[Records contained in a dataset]
----

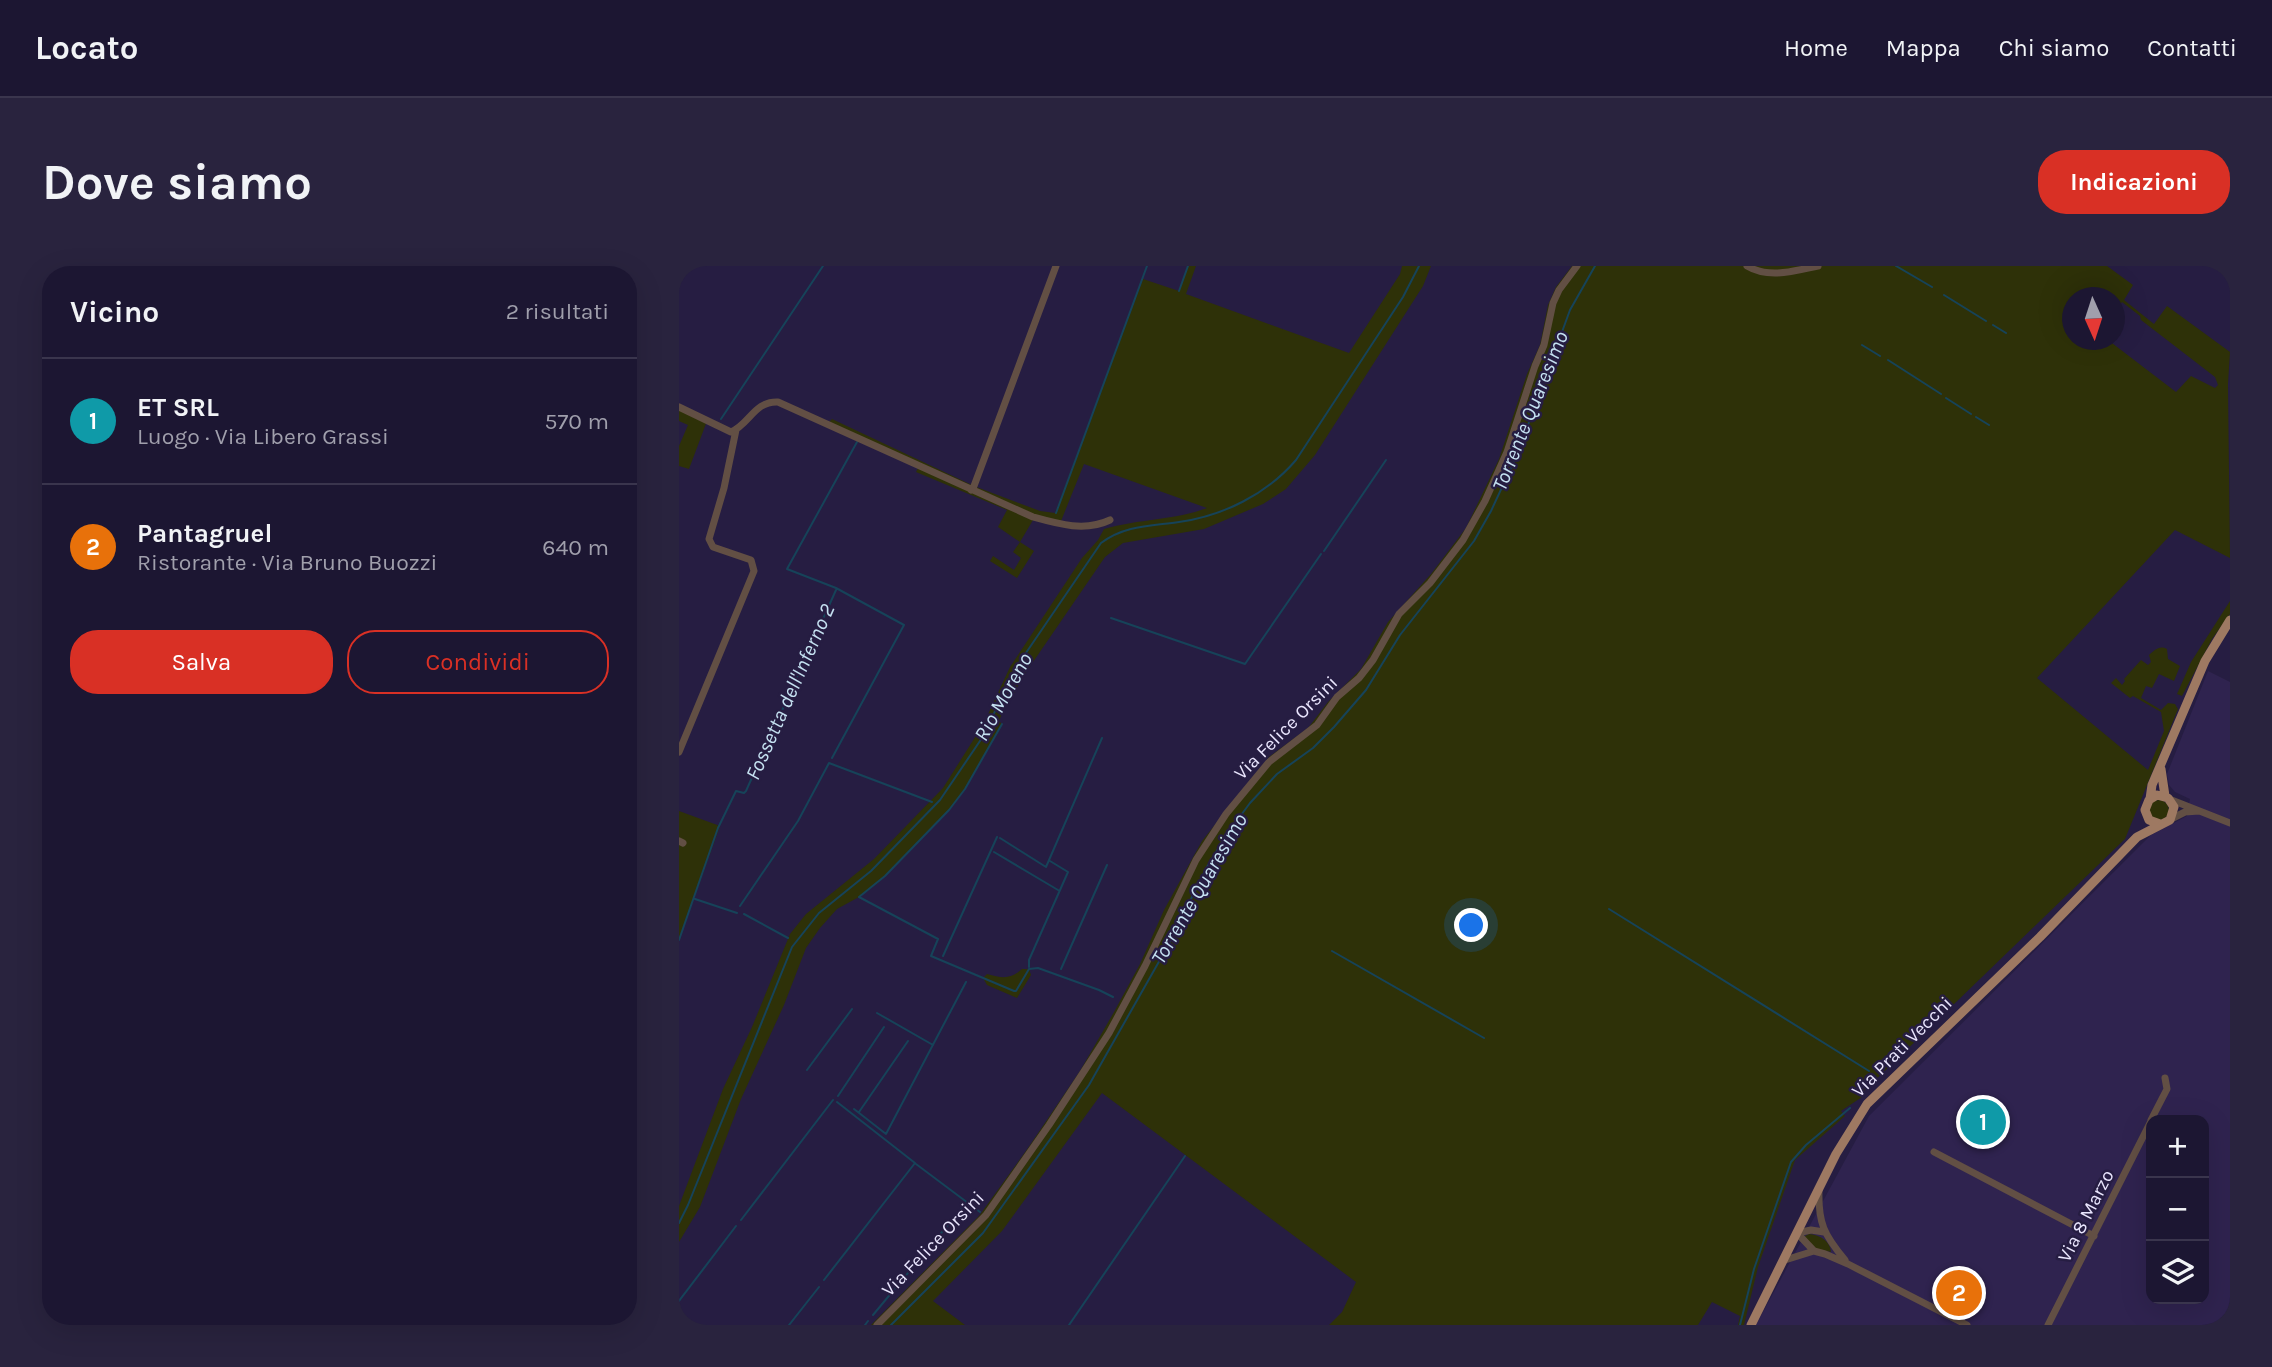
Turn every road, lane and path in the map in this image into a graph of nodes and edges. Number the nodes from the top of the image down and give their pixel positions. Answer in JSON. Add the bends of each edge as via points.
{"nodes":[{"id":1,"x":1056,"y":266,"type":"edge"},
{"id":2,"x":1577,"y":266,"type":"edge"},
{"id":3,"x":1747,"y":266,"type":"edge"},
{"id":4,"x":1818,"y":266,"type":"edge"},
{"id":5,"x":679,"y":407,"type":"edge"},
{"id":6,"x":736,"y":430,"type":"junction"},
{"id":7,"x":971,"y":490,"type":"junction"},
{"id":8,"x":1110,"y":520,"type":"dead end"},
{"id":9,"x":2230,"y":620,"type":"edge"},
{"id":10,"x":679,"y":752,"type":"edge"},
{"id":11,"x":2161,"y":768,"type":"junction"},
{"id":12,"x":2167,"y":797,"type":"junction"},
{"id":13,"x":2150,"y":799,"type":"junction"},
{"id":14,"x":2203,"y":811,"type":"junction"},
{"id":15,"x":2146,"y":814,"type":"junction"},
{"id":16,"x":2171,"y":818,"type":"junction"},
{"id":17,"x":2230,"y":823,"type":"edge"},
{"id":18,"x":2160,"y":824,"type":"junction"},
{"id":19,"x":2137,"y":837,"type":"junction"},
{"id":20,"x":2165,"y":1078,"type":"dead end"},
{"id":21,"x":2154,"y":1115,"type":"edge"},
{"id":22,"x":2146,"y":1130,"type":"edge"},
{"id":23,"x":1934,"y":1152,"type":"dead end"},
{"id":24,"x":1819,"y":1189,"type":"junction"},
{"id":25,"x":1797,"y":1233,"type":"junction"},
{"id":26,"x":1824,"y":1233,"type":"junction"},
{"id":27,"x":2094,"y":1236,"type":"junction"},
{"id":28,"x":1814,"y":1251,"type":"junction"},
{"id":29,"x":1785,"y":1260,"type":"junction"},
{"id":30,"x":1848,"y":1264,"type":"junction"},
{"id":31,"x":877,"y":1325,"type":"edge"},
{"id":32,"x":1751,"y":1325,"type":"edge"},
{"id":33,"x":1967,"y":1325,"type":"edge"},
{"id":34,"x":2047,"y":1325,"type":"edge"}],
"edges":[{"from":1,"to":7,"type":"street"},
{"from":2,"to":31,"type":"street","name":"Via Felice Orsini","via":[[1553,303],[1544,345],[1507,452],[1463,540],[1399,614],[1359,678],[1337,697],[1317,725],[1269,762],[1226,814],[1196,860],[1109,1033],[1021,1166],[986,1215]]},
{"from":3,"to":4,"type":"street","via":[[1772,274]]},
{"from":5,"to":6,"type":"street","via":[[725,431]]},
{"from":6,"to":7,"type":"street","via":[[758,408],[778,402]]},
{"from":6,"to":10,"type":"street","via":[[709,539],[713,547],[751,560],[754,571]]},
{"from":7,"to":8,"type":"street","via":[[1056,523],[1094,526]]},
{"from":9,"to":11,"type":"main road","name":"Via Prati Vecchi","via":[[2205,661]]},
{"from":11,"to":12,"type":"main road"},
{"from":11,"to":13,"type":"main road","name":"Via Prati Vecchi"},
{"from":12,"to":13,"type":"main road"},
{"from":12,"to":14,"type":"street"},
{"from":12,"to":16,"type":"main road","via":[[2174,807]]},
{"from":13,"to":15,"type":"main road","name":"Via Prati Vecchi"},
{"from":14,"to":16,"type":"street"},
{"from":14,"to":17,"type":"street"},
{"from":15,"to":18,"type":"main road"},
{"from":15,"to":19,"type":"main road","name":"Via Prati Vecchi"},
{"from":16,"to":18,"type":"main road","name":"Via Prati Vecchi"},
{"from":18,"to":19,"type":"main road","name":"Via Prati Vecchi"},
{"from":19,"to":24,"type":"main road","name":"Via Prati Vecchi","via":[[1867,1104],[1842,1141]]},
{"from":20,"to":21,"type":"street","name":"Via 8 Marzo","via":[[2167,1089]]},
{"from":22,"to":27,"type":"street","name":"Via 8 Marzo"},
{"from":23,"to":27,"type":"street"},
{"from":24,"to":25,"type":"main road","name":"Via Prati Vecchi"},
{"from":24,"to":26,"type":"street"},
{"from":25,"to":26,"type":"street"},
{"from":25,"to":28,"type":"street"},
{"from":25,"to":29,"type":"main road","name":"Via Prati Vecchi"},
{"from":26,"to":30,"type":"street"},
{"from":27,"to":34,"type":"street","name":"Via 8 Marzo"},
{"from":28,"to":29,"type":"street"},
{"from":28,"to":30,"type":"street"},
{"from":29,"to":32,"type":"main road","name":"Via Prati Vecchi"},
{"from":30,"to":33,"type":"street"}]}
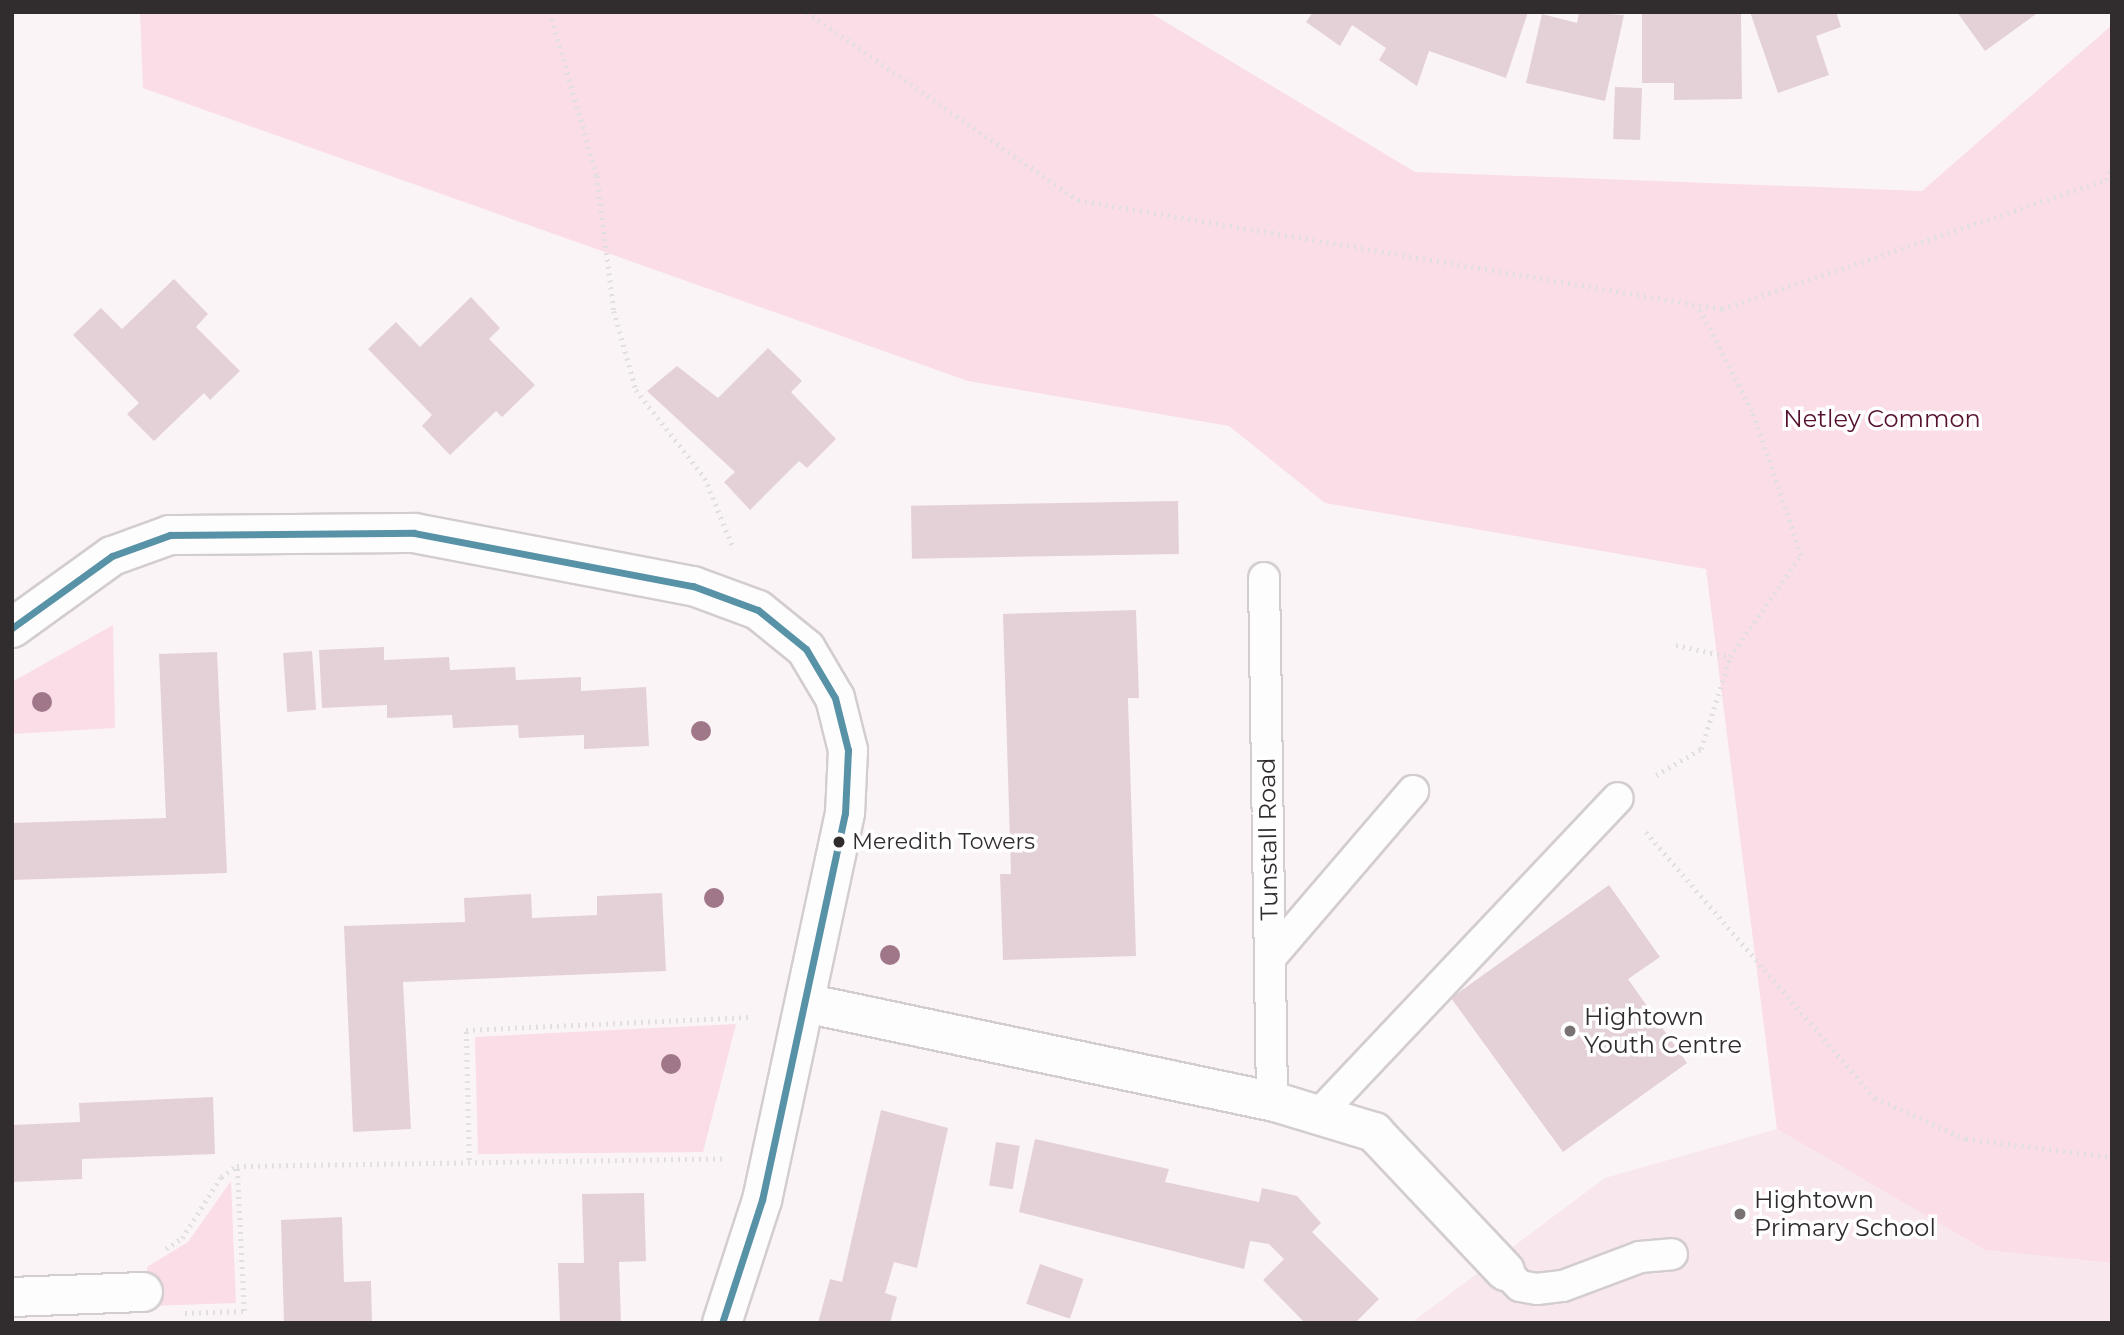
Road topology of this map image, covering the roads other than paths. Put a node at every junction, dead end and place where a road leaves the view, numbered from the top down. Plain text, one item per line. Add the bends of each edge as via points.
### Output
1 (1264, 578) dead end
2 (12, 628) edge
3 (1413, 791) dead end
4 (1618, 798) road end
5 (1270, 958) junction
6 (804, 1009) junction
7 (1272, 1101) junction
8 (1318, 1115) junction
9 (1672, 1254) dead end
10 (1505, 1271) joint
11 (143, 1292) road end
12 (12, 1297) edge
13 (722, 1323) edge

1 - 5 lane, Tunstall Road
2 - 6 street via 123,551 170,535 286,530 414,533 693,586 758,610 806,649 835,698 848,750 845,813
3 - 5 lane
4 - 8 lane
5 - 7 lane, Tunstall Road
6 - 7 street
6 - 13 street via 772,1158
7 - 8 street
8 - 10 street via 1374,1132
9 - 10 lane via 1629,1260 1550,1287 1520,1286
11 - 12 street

----

■ What to do:
Above are the records; reproduce them exactly and leave out the pictures.

■ Answer box:
Turn every road, lane and path in the map in this image into a graph of nodes and edges. Number the nodes from the top of the image down and give their pixel positions. Answer in JSON. Add the bends of each edge as via points.
{"nodes":[{"id":1,"x":1056,"y":266,"type":"edge"},
{"id":2,"x":1577,"y":266,"type":"edge"},
{"id":3,"x":1747,"y":266,"type":"edge"},
{"id":4,"x":1818,"y":266,"type":"edge"},
{"id":5,"x":679,"y":407,"type":"edge"},
{"id":6,"x":736,"y":430,"type":"junction"},
{"id":7,"x":971,"y":490,"type":"junction"},
{"id":8,"x":1110,"y":520,"type":"dead end"},
{"id":9,"x":2230,"y":620,"type":"edge"},
{"id":10,"x":679,"y":752,"type":"edge"},
{"id":11,"x":2161,"y":768,"type":"junction"},
{"id":12,"x":2167,"y":797,"type":"junction"},
{"id":13,"x":2150,"y":799,"type":"junction"},
{"id":14,"x":2203,"y":811,"type":"junction"},
{"id":15,"x":2146,"y":814,"type":"junction"},
{"id":16,"x":2171,"y":818,"type":"junction"},
{"id":17,"x":2230,"y":823,"type":"edge"},
{"id":18,"x":2160,"y":824,"type":"junction"},
{"id":19,"x":2137,"y":837,"type":"junction"},
{"id":20,"x":2165,"y":1078,"type":"dead end"},
{"id":21,"x":2154,"y":1115,"type":"edge"},
{"id":22,"x":2146,"y":1130,"type":"edge"},
{"id":23,"x":1934,"y":1152,"type":"dead end"},
{"id":24,"x":1819,"y":1189,"type":"junction"},
{"id":25,"x":1797,"y":1233,"type":"junction"},
{"id":26,"x":1824,"y":1233,"type":"junction"},
{"id":27,"x":2094,"y":1236,"type":"junction"},
{"id":28,"x":1814,"y":1251,"type":"junction"},
{"id":29,"x":1785,"y":1260,"type":"junction"},
{"id":30,"x":1848,"y":1264,"type":"junction"},
{"id":31,"x":877,"y":1325,"type":"edge"},
{"id":32,"x":1751,"y":1325,"type":"edge"},
{"id":33,"x":1967,"y":1325,"type":"edge"},
{"id":34,"x":2047,"y":1325,"type":"edge"}],
"edges":[{"from":1,"to":7,"type":"street"},
{"from":2,"to":31,"type":"street","name":"Via Felice Orsini","via":[[1553,303],[1544,345],[1507,452],[1463,540],[1399,614],[1359,678],[1337,697],[1317,725],[1269,762],[1226,814],[1196,860],[1109,1033],[1021,1166],[986,1215]]},
{"from":3,"to":4,"type":"street","via":[[1772,274]]},
{"from":5,"to":6,"type":"street","via":[[725,431]]},
{"from":6,"to":7,"type":"street","via":[[758,408],[778,402]]},
{"from":6,"to":10,"type":"street","via":[[709,539],[713,547],[751,560],[754,571]]},
{"from":7,"to":8,"type":"street","via":[[1056,523],[1094,526]]},
{"from":9,"to":11,"type":"main road","name":"Via Prati Vecchi","via":[[2205,661]]},
{"from":11,"to":12,"type":"main road"},
{"from":11,"to":13,"type":"main road","name":"Via Prati Vecchi"},
{"from":12,"to":13,"type":"main road"},
{"from":12,"to":14,"type":"street"},
{"from":12,"to":16,"type":"main road","via":[[2174,807]]},
{"from":13,"to":15,"type":"main road","name":"Via Prati Vecchi"},
{"from":14,"to":16,"type":"street"},
{"from":14,"to":17,"type":"street"},
{"from":15,"to":18,"type":"main road"},
{"from":15,"to":19,"type":"main road","name":"Via Prati Vecchi"},
{"from":16,"to":18,"type":"main road","name":"Via Prati Vecchi"},
{"from":18,"to":19,"type":"main road","name":"Via Prati Vecchi"},
{"from":19,"to":24,"type":"main road","name":"Via Prati Vecchi","via":[[1867,1104],[1842,1141]]},
{"from":20,"to":21,"type":"street","name":"Via 8 Marzo","via":[[2167,1089]]},
{"from":22,"to":27,"type":"street","name":"Via 8 Marzo"},
{"from":23,"to":27,"type":"street"},
{"from":24,"to":25,"type":"main road","name":"Via Prati Vecchi"},
{"from":24,"to":26,"type":"street"},
{"from":25,"to":26,"type":"street"},
{"from":25,"to":28,"type":"street"},
{"from":25,"to":29,"type":"main road","name":"Via Prati Vecchi"},
{"from":26,"to":30,"type":"street"},
{"from":27,"to":34,"type":"street","name":"Via 8 Marzo"},
{"from":28,"to":29,"type":"street"},
{"from":28,"to":30,"type":"street"},
{"from":29,"to":32,"type":"main road","name":"Via Prati Vecchi"},
{"from":30,"to":33,"type":"street"}]}
Road topology of this map image, covering the roads other than paths. Put a node at every junction, dead end and place where a road leaves the view, numbered from the top down. Plain text, one item per line. Add the bends of each edge as via points.
### Output
1 (1264, 578) dead end
2 (12, 628) edge
3 (1413, 791) dead end
4 (1618, 798) road end
5 (1270, 958) junction
6 (804, 1009) junction
7 (1272, 1101) junction
8 (1318, 1115) junction
9 (1672, 1254) dead end
10 (1505, 1271) joint
11 (143, 1292) road end
12 (12, 1297) edge
13 (722, 1323) edge

1 - 5 lane, Tunstall Road
2 - 6 street via 123,551 170,535 286,530 414,533 693,586 758,610 806,649 835,698 848,750 845,813
3 - 5 lane
4 - 8 lane
5 - 7 lane, Tunstall Road
6 - 7 street
6 - 13 street via 772,1158
7 - 8 street
8 - 10 street via 1374,1132
9 - 10 lane via 1629,1260 1550,1287 1520,1286
11 - 12 street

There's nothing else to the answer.